I have those, too. What if I switched majors from accounting to journalism in college, instead of letting the journalism chair talk me out of it? What if I’d never been given a digital camera on my 18th birthday? What if I married my long-time girlfriend a few years ago? What if I’d adopted an older dog like I planned to that one day, and never picked up a tiny little puppy I named Bauer?
But more than these memorable moments, baseball is still full of heartache, frustration and angst pitch to pitch. It’s a game of failure. Good hitters fail 70% of the time. No team wins every game. It’s a game that requires perseverance and toughness so that when you do succeed, it’s the sweetest victory there is. Like life, the sport rewards those who are the best prepared for anything.
I was watching For Love of the Game over the Christmas break and I started thinking that no sport captures the highs and lows of relationships and dating better than baseball.
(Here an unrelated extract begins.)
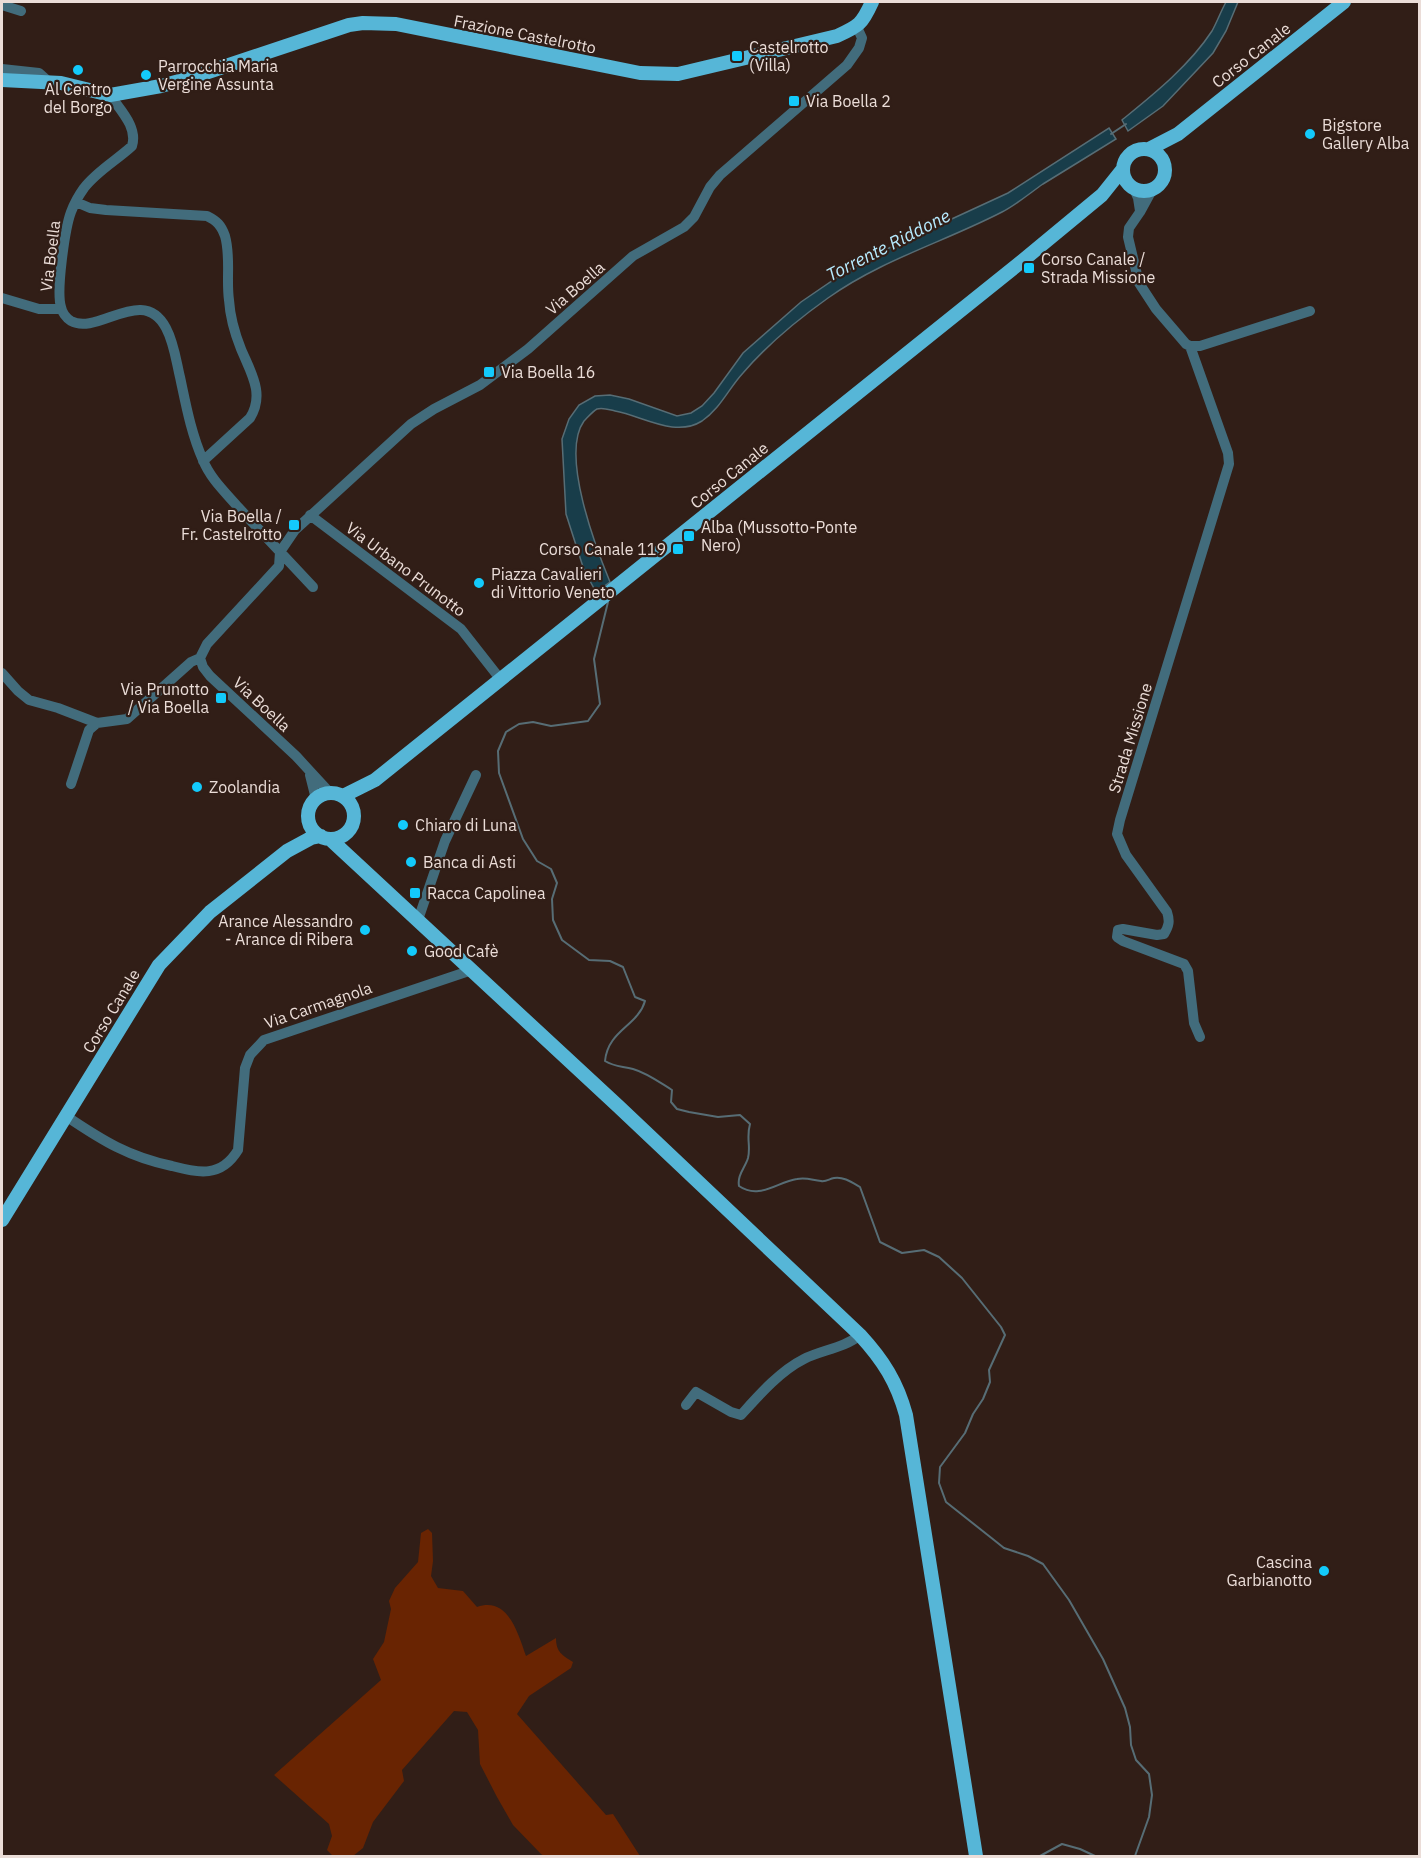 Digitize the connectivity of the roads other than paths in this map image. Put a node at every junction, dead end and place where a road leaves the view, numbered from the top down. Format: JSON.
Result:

Someone too hot for you is “out of your league”. “Yeah sure, go talk to her”, your friend says. “What’s the worst that could happen?” Oh, right, she’s throwing smoke:
Moving through different stages of intimacy is called rounding the bases. I’m sure everyone knows what they are but I was once naive. So I finally asked someone what the bases are, but I was living in Utah at the time so mine not be accurate:
1st Base: Eye Contact
2nd Base: Formal introductions
3rd Base: Discreet handholding
Home run: Marriage
(hold for laughter)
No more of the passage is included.